#### [The problem]
What lines of the material below include the string "Costa"? Copy all of them.

#### [Record excerpts]
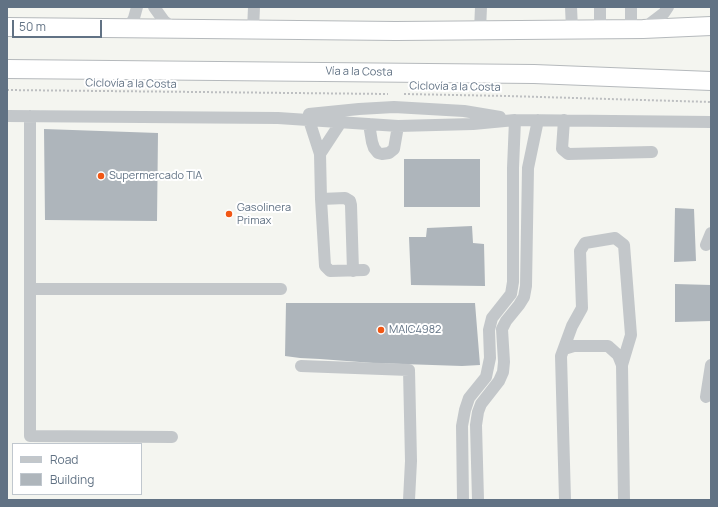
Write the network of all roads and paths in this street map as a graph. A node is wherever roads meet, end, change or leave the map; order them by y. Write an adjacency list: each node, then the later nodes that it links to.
1 (136, 7): 11 (street)
2 (154, 7): 12 (street)
3 (254, 7): 16 (street)
4 (481, 7): 17 (street)
5 (571, 7): 13 (street)
6 (600, 7): 14 (street)
7 (631, 7): 15 (street)
8 (668, 7): 15 (street)
9 (711, 26): 15 (highway)
10 (7, 27): 11 (highway)
11 (128, 29): 12 (highway)
12 (174, 29): 16 (highway)
13 (572, 29): 14 (highway); 17 (highway)
14 (600, 29): 15 (highway)
15 (637, 29): 18 (highway)
16 (253, 30): 17 (highway)
17 (480, 30)
18 (711, 34)
19 (7, 69): 20 (highway, Vía a la Costa)
20 (711, 81)
21 (7, 90): 22 (path, Ciclovía a la Costa)
22 (396, 94)
23 (404, 94): 24 (path, Ciclovía a la Costa)
24 (711, 102)
25 (7, 116): 26 (street)
26 (30, 116): 27 (street); 41 (street)
27 (278, 118): 28 (street); 29 (street)
28 (309, 120): 32 (street); 37 (street)
29 (515, 120): 30 (street); 35 (street); 49 (street)
30 (538, 120): 31 (street); 50 (street)
31 (564, 120): 33 (street); 36 (street)
32 (341, 122): 34 (street); 37 (street)
33 (711, 122)
34 (369, 124): 35 (street); 35 (street)
35 (398, 126)
36 (652, 152)
37 (320, 154): 38 (street)
38 (321, 199): 38 (street)
39 (711, 233): 40 (street)
40 (706, 245)
41 (30, 289): 42 (street); 48 (street)
42 (281, 289)
43 (564, 349): 44 (street); 44 (street); 54 (street)
44 (622, 365): 55 (street)
45 (711, 365): 47 (street)
46 (301, 366): 51 (street)
47 (706, 397)
48 (172, 437)
49 (462, 468): 50 (street); 52 (street)
50 (477, 468): 53 (street)
51 (409, 500)
52 (463, 500)
53 (478, 500)
54 (565, 500)
55 (624, 500)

#### [Task output]
19 (7, 69): 20 (highway, Vía a la Costa)
21 (7, 90): 22 (path, Ciclovía a la Costa)
23 (404, 94): 24 (path, Ciclovía a la Costa)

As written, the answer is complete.